Collected data:
################

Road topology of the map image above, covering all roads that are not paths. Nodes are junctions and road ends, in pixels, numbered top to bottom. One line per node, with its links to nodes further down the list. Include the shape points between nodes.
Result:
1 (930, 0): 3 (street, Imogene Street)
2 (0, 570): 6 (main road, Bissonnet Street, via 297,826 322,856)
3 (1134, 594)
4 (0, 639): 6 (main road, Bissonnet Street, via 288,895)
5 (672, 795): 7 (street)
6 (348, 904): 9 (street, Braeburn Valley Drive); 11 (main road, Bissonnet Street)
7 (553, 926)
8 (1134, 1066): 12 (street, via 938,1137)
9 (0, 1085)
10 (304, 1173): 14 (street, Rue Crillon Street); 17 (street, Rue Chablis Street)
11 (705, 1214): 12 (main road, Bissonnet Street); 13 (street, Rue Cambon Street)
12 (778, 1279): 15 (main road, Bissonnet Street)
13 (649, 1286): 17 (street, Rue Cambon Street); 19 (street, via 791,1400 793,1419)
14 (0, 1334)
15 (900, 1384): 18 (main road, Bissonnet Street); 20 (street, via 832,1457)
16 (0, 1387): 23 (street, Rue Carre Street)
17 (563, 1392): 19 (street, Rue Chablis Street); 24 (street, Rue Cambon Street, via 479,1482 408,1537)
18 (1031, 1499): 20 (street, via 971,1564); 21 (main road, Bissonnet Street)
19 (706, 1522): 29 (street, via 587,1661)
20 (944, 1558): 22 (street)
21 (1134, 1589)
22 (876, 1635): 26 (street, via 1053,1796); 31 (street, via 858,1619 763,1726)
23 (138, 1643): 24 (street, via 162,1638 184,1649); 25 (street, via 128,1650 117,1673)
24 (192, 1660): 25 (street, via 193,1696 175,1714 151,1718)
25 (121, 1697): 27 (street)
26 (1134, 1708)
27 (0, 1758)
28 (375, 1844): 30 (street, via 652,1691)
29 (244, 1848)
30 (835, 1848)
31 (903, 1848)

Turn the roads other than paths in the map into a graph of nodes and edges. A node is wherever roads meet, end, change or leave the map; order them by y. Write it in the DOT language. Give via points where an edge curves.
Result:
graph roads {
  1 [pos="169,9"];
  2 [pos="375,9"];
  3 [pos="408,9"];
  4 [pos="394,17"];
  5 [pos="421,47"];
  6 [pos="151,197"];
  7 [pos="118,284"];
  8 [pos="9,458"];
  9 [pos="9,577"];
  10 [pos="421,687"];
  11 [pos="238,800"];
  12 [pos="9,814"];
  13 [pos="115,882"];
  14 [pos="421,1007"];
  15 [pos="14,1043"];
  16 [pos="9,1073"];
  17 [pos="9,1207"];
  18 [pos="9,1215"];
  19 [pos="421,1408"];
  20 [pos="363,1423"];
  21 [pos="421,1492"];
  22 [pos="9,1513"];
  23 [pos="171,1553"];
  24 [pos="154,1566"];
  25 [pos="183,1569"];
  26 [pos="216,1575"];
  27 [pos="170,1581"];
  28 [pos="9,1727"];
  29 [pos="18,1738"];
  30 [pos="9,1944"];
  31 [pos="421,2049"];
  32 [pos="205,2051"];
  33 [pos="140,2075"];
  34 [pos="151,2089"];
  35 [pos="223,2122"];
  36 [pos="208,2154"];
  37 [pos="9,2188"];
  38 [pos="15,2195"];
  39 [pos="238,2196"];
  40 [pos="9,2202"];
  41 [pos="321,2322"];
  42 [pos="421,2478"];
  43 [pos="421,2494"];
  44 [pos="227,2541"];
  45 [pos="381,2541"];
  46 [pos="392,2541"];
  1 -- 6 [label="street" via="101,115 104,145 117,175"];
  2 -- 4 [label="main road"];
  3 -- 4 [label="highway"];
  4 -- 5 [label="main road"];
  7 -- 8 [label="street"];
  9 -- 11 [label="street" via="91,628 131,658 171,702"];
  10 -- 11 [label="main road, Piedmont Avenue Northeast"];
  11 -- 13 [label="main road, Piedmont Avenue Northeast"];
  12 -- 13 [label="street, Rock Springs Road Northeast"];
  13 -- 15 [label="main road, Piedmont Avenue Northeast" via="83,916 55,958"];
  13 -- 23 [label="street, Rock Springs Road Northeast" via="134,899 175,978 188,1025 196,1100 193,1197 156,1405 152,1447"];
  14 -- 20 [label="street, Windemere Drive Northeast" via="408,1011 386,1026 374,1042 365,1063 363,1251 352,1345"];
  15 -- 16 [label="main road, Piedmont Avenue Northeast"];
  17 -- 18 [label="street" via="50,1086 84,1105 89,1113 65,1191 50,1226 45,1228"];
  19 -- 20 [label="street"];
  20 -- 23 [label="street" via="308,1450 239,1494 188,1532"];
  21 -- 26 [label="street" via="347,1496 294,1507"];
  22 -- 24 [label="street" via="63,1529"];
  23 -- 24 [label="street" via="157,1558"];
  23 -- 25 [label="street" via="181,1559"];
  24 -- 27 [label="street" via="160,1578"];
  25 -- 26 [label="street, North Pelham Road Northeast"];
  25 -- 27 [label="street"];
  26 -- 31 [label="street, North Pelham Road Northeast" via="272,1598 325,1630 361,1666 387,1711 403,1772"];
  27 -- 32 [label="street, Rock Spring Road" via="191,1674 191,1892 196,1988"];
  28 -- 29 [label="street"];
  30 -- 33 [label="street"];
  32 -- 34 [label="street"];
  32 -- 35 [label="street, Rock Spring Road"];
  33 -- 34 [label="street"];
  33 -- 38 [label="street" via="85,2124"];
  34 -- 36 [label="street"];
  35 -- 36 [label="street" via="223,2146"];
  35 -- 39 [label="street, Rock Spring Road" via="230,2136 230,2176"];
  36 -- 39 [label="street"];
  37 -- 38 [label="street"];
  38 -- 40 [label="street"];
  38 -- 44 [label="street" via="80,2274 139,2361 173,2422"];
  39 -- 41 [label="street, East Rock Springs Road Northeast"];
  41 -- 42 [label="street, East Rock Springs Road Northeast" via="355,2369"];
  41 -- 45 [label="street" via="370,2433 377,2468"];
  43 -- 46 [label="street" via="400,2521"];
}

################

From the first line to the last, retype the records exactly.

Road topology of the map image above, covering all roads that are not paths. Nodes are junctions and road ends, in pixels, numbered top to bottom. One line per node, with its links to nodes further down the list. Include the shape points between nodes.
Result:
1 (930, 0): 3 (street, Imogene Street)
2 (0, 570): 6 (main road, Bissonnet Street, via 297,826 322,856)
3 (1134, 594)
4 (0, 639): 6 (main road, Bissonnet Street, via 288,895)
5 (672, 795): 7 (street)
6 (348, 904): 9 (street, Braeburn Valley Drive); 11 (main road, Bissonnet Street)
7 (553, 926)
8 (1134, 1066): 12 (street, via 938,1137)
9 (0, 1085)
10 (304, 1173): 14 (street, Rue Crillon Street); 17 (street, Rue Chablis Street)
11 (705, 1214): 12 (main road, Bissonnet Street); 13 (street, Rue Cambon Street)
12 (778, 1279): 15 (main road, Bissonnet Street)
13 (649, 1286): 17 (street, Rue Cambon Street); 19 (street, via 791,1400 793,1419)
14 (0, 1334)
15 (900, 1384): 18 (main road, Bissonnet Street); 20 (street, via 832,1457)
16 (0, 1387): 23 (street, Rue Carre Street)
17 (563, 1392): 19 (street, Rue Chablis Street); 24 (street, Rue Cambon Street, via 479,1482 408,1537)
18 (1031, 1499): 20 (street, via 971,1564); 21 (main road, Bissonnet Street)
19 (706, 1522): 29 (street, via 587,1661)
20 (944, 1558): 22 (street)
21 (1134, 1589)
22 (876, 1635): 26 (street, via 1053,1796); 31 (street, via 858,1619 763,1726)
23 (138, 1643): 24 (street, via 162,1638 184,1649); 25 (street, via 128,1650 117,1673)
24 (192, 1660): 25 (street, via 193,1696 175,1714 151,1718)
25 (121, 1697): 27 (street)
26 (1134, 1708)
27 (0, 1758)
28 (375, 1844): 30 (street, via 652,1691)
29 (244, 1848)
30 (835, 1848)
31 (903, 1848)

Turn the roads other than paths in the map into a graph of nodes and edges. A node is wherever roads meet, end, change or leave the map; order them by y. Write it in the DOT language. Give via points where an edge curves.
Result:
graph roads {
  1 [pos="169,9"];
  2 [pos="375,9"];
  3 [pos="408,9"];
  4 [pos="394,17"];
  5 [pos="421,47"];
  6 [pos="151,197"];
  7 [pos="118,284"];
  8 [pos="9,458"];
  9 [pos="9,577"];
  10 [pos="421,687"];
  11 [pos="238,800"];
  12 [pos="9,814"];
  13 [pos="115,882"];
  14 [pos="421,1007"];
  15 [pos="14,1043"];
  16 [pos="9,1073"];
  17 [pos="9,1207"];
  18 [pos="9,1215"];
  19 [pos="421,1408"];
  20 [pos="363,1423"];
  21 [pos="421,1492"];
  22 [pos="9,1513"];
  23 [pos="171,1553"];
  24 [pos="154,1566"];
  25 [pos="183,1569"];
  26 [pos="216,1575"];
  27 [pos="170,1581"];
  28 [pos="9,1727"];
  29 [pos="18,1738"];
  30 [pos="9,1944"];
  31 [pos="421,2049"];
  32 [pos="205,2051"];
  33 [pos="140,2075"];
  34 [pos="151,2089"];
  35 [pos="223,2122"];
  36 [pos="208,2154"];
  37 [pos="9,2188"];
  38 [pos="15,2195"];
  39 [pos="238,2196"];
  40 [pos="9,2202"];
  41 [pos="321,2322"];
  42 [pos="421,2478"];
  43 [pos="421,2494"];
  44 [pos="227,2541"];
  45 [pos="381,2541"];
  46 [pos="392,2541"];
  1 -- 6 [label="street" via="101,115 104,145 117,175"];
  2 -- 4 [label="main road"];
  3 -- 4 [label="highway"];
  4 -- 5 [label="main road"];
  7 -- 8 [label="street"];
  9 -- 11 [label="street" via="91,628 131,658 171,702"];
  10 -- 11 [label="main road, Piedmont Avenue Northeast"];
  11 -- 13 [label="main road, Piedmont Avenue Northeast"];
  12 -- 13 [label="street, Rock Springs Road Northeast"];
  13 -- 15 [label="main road, Piedmont Avenue Northeast" via="83,916 55,958"];
  13 -- 23 [label="street, Rock Springs Road Northeast" via="134,899 175,978 188,1025 196,1100 193,1197 156,1405 152,1447"];
  14 -- 20 [label="street, Windemere Drive Northeast" via="408,1011 386,1026 374,1042 365,1063 363,1251 352,1345"];
  15 -- 16 [label="main road, Piedmont Avenue Northeast"];
  17 -- 18 [label="street" via="50,1086 84,1105 89,1113 65,1191 50,1226 45,1228"];
  19 -- 20 [label="street"];
  20 -- 23 [label="street" via="308,1450 239,1494 188,1532"];
  21 -- 26 [label="street" via="347,1496 294,1507"];
  22 -- 24 [label="street" via="63,1529"];
  23 -- 24 [label="street" via="157,1558"];
  23 -- 25 [label="street" via="181,1559"];
  24 -- 27 [label="street" via="160,1578"];
  25 -- 26 [label="street, North Pelham Road Northeast"];
  25 -- 27 [label="street"];
  26 -- 31 [label="street, North Pelham Road Northeast" via="272,1598 325,1630 361,1666 387,1711 403,1772"];
  27 -- 32 [label="street, Rock Spring Road" via="191,1674 191,1892 196,1988"];
  28 -- 29 [label="street"];
  30 -- 33 [label="street"];
  32 -- 34 [label="street"];
  32 -- 35 [label="street, Rock Spring Road"];
  33 -- 34 [label="street"];
  33 -- 38 [label="street" via="85,2124"];
  34 -- 36 [label="street"];
  35 -- 36 [label="street" via="223,2146"];
  35 -- 39 [label="street, Rock Spring Road" via="230,2136 230,2176"];
  36 -- 39 [label="street"];
  37 -- 38 [label="street"];
  38 -- 40 [label="street"];
  38 -- 44 [label="street" via="80,2274 139,2361 173,2422"];
  39 -- 41 [label="street, East Rock Springs Road Northeast"];
  41 -- 42 [label="street, East Rock Springs Road Northeast" via="355,2369"];
  41 -- 45 [label="street" via="370,2433 377,2468"];
  43 -- 46 [label="street" via="400,2521"];
}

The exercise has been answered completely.